* **TASK**
From the data that follows, copy every line with the string "MIGUEL".

* **LISTED ENTRIES**
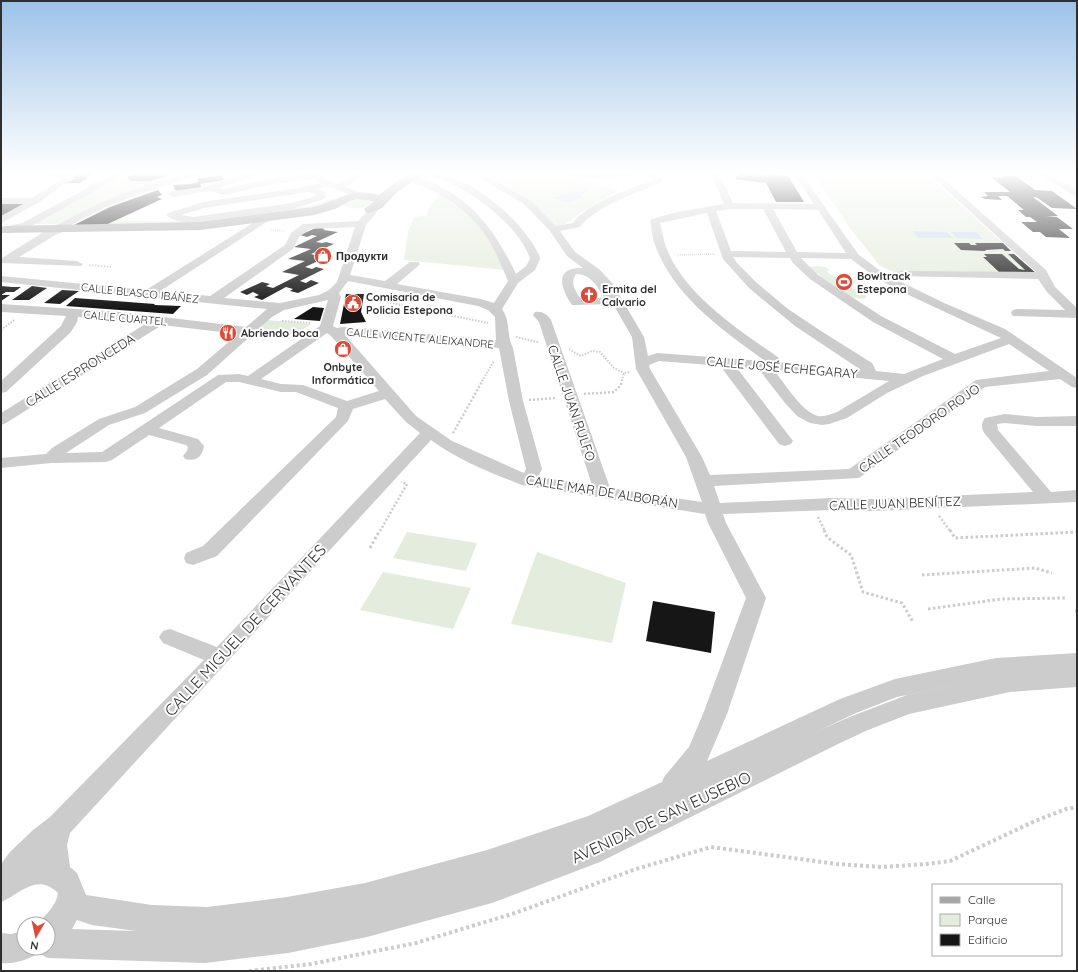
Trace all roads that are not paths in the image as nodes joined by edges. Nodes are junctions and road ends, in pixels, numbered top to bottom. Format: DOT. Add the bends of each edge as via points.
graph roads {
  1 [pos="16,218"];
  2 [pos="38,218"];
  3 [pos="74,218"];
  4 [pos="179,218"];
  5 [pos="205,218"];
  6 [pos="264,218"];
  7 [pos="267,218"];
  8 [pos="356,218"];
  9 [pos="367,218"];
  10 [pos="475,218"];
  11 [pos="508,218"];
  12 [pos="543,218"];
  13 [pos="581,218"];
  14 [pos="663,218"];
  15 [pos="714,218"];
  16 [pos="773,218"];
  17 [pos="827,218"];
  18 [pos="981,218"];
  19 [pos="361,224"];
  20 [pos="5,228"];
  21 [pos="554,229"];
  22 [pos="46,231"];
  23 [pos="727,254"];
  24 [pos="794,255"];
  25 [pos="854,256"];
  26 [pos="3,259"];
  27 [pos="77,264"];
  28 [pos="414,264"];
  29 [pos="588,267"];
  30 [pos="901,274"];
  31 [pos="1042,274"];
  32 [pos="344,277"];
  33 [pos="563,277"];
  34 [pos="1,279"];
  35 [pos="514,281"];
  36 [pos="391,286"];
  37 [pos="333,292"];
  38 [pos="148,294"];
  39 [pos="197,299"];
  40 [pos="213,300"];
  41 [pos="1,302"];
  42 [pos="280,307"];
  43 [pos="1,308"];
  44 [pos="496,309"];
  45 [pos="68,310"];
  46 [pos="1017,313"];
  47 [pos="1077,314"];
  48 [pos="539,315"];
  49 [pos="165,321"];
  50 [pos="330,328"];
  51 [pos="249,330"];
  52 [pos="504,339"];
  53 [pos="1012,339"];
  54 [pos="954,359"];
  55 [pos="645,360"];
  56 [pos="729,363"];
  57 [pos="771,366"];
  58 [pos="1063,374"];
  59 [pos="870,375"];
  60 [pos="251,380"];
  61 [pos="907,380"];
  62 [pos="1077,384"];
  63 [pos="1,389"];
  64 [pos="388,392"];
  65 [pos="346,406"];
  66 [pos="1,420"];
  67 [pos="1077,421"];
  68 [pos="146,430"];
  69 [pos="438,438"];
  70 [pos="785,441"];
  71 [pos="191,456"];
  72 [pos="51,458"];
  73 [pos="1,463"];
  74 [pos="528,481"];
  75 [pos="704,481"];
  76 [pos="602,493"];
  77 [pos="1077,496"];
  78 [pos="1046,497"];
  79 [pos="713,509"];
  80 [pos="193,558"];
  81 [pos="170,637"];
  82 [pos="220,657"];
  83 [pos="1077,662"];
  84 [pos="1077,678"];
  85 [pos="669,790"];
  86 [pos="59,826"];
  87 [pos="57,874"];
  88 [pos="1,888"];
  89 [pos="71,902"];
  90 [pos="56,924"];
  91 [pos="56,943"];
  92 [pos="1,948"];
  93 [pos="16,948"];
  1 -- 20 [label="street"];
  2 -- 20 [label="street" via="24,226"];
  3 -- 22 [label="street"];
  4 -- 5 [label="street"];
  6 -- 22 [label="main road" via="194,227"];
  7 -- 38 [label="street"];
  8 -- 19 [label="street"];
  9 -- 19 [label="street"];
  10 -- 35 [label="street" via="496,244"];
  11 -- 35 [label="street" via="535,259 526,274"];
  12 -- 21 [label="street"];
  13 -- 21 [label="street" via="576,225"];
  14 -- 57 [label="street" via="655,221 670,267 696,299 774,361"];
  15 -- 23 [label="street"];
  16 -- 24 [label="street"];
  17 -- 25 [label="street"];
  18 -- 31 [label="street"];
  19 -- 32 [label="street"];
  19 -- 40 [label="street" via="307,226 295,235 289,247"];
  20 -- 22 [label="main road"];
  21 -- 29 [label="street" via="571,254"];
  22 -- 26 [label="street"];
  22 -- 26 [label="street"];
  23 -- 24 [label="street"];
  23 -- 59 [label="street" via="728,259 747,281 778,308 867,366"];
  24 -- 25 [label="street"];
  24 -- 54 [label="street" via="814,277 847,300 904,334"];
  25 -- 53 [label="street" via="879,275 904,289"];
  26 -- 27 [label="street"];
  28 -- 36 [label="street"];
  29 -- 33 [label="street" via="572,270"];
  29 -- 55 [label="street" via="595,271 613,292 638,337"];
  30 -- 31 [label="street"];
  31 -- 47 [label="street" via="1050,289"];
  32 -- 36 [label="street"];
  32 -- 37 [label="street"];
  34 -- 38 [label="street, CALLE BLASCO IBÁÑEZ"];
  35 -- 44 [label="street"];
  36 -- 44 [label="street" via="481,303"];
  37 -- 42 [label="street" via="322,298"];
  37 -- 50 [label="street" via="335,297"];
  38 -- 39 [label="street, CALLE BLASCO IBÁÑEZ"];
  39 -- 40 [label="street, CALLE BLASCO IBÁÑEZ"];
  39 -- 49 [label="street, CALLE ESPRONCEDA"];
  40 -- 42 [label="street, CALLE BLASCO IBÁÑEZ"];
  41 -- 45 [label="street"];
  42 -- 51 [label="street"];
  43 -- 45 [label="street, CALLE CUARTEL"];
  44 -- 52 [label="street, CALLE VICENTE ALEIXANDRE" via="502,317"];
  45 -- 49 [label="street, CALLE CUARTEL"];
  45 -- 63 [label="street" via="71,322 66,329"];
  46 -- 47 [label="street"];
  48 -- 76 [label="street, CALLE JUAN RULFO" via="545,320"];
  49 -- 51 [label="street, CALLE CUARTEL"];
  49 -- 66 [label="street, CALLE ESPRONCEDA"];
  50 -- 52 [label="street, CALLE VICENTE ALEIXANDRE" via="342,332 428,339"];
  50 -- 60 [label="street" via="297,347"];
  50 -- 64 [label="street, CALLE MAR DE ALBORÁN"];
  51 -- 72 [label="street" via="202,372 140,410 104,422"];
  52 -- 74 [label="street" via="516,401 534,469"];
  53 -- 54 [label="street"];
  53 -- 58 [label="street"];
  54 -- 61 [label="street"];
  55 -- 56 [label="street, CALLE JOSÉ ECHEGARAY"];
  55 -- 75 [label="street"];
  56 -- 57 [label="street, CALLE JOSÉ ECHEGARAY"];
  56 -- 70 [label="street" via="729,368"];
  57 -- 59 [label="street, CALLE JOSÉ ECHEGARAY"];
  57 -- 61 [label="street" via="769,373 803,414 821,420 836,418 866,399"];
  58 -- 62 [label="street"];
  58 -- 75 [label="street, CALLE TEODORO ROJO" via="981,383 853,474"];
  59 -- 61 [label="street, CALLE JOSÉ ECHEGARAY"];
  60 -- 65 [label="street" via="281,388 298,388"];
  60 -- 68 [label="street" via="223,378"];
  64 -- 65 [label="street"];
  64 -- 69 [label="street, CALLE MAR DE ALBORÁN" via="411,419"];
  65 -- 80 [label="street" via="343,418 210,551"];
  67 -- 78 [label="street" via="1004,418 990,421 990,431"];
  68 -- 71 [label="street" via="192,442 196,446"];
  68 -- 72 [label="street" via="106,457"];
  69 -- 74 [label="street, CALLE MAR DE ALBORÁN" via="502,471"];
  69 -- 82 [label="street, CALLE MIGUEL DE CERVANTES" via="387,478"];
  72 -- 73 [label="street"];
  74 -- 76 [label="street, CALLE MAR DE ALBORÁN"];
  75 -- 79 [label="street"];
  76 -- 79 [label="street, CALLE MAR DE ALBORÁN"];
  77 -- 78 [label="street, CALLE JUAN BENÍTEZ"];
  78 -- 79 [label="street, CALLE JUAN BENÍTEZ"];
  79 -- 85 [label="street" via="756,598 698,754"];
  81 -- 82 [label="street"];
  82 -- 86 [label="street, CALLE MIGUEL DE CERVANTES"];
  83 -- 85 [label="street, AVENIDA DE SAN EUSEBIO" via="996,667 895,688 848,706"];
  84 -- 91 [label="street, AVENIDA DE SAN EUSEBIO" via="1010,683 907,705 830,737 600,849 492,889 367,923 288,938 205,948"];
  85 -- 89 [label="street, AVENIDA DE SAN EUSEBIO" via="593,827 488,864 366,897 287,911 207,921 152,919 92,911 79,908"];
  86 -- 87 [label="street" via="54,845"];
  86 -- 88 [label="street, CALLE MIGUEL DE CERVANTES" via="37,843 17,864"];
  87 -- 88 [label="street" via="33,871 9,881"];
  87 -- 89 [label="street" via="71,886"];
  89 -- 90 [label="street"];
  92 -- 93 [label="street"];
}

* **SOLUTION BELOW**
  69 -- 82 [label="street, CALLE MIGUEL DE CERVANTES" via="387,478"];
  82 -- 86 [label="street, CALLE MIGUEL DE CERVANTES"];
  86 -- 88 [label="street, CALLE MIGUEL DE CERVANTES" via="37,843 17,864"];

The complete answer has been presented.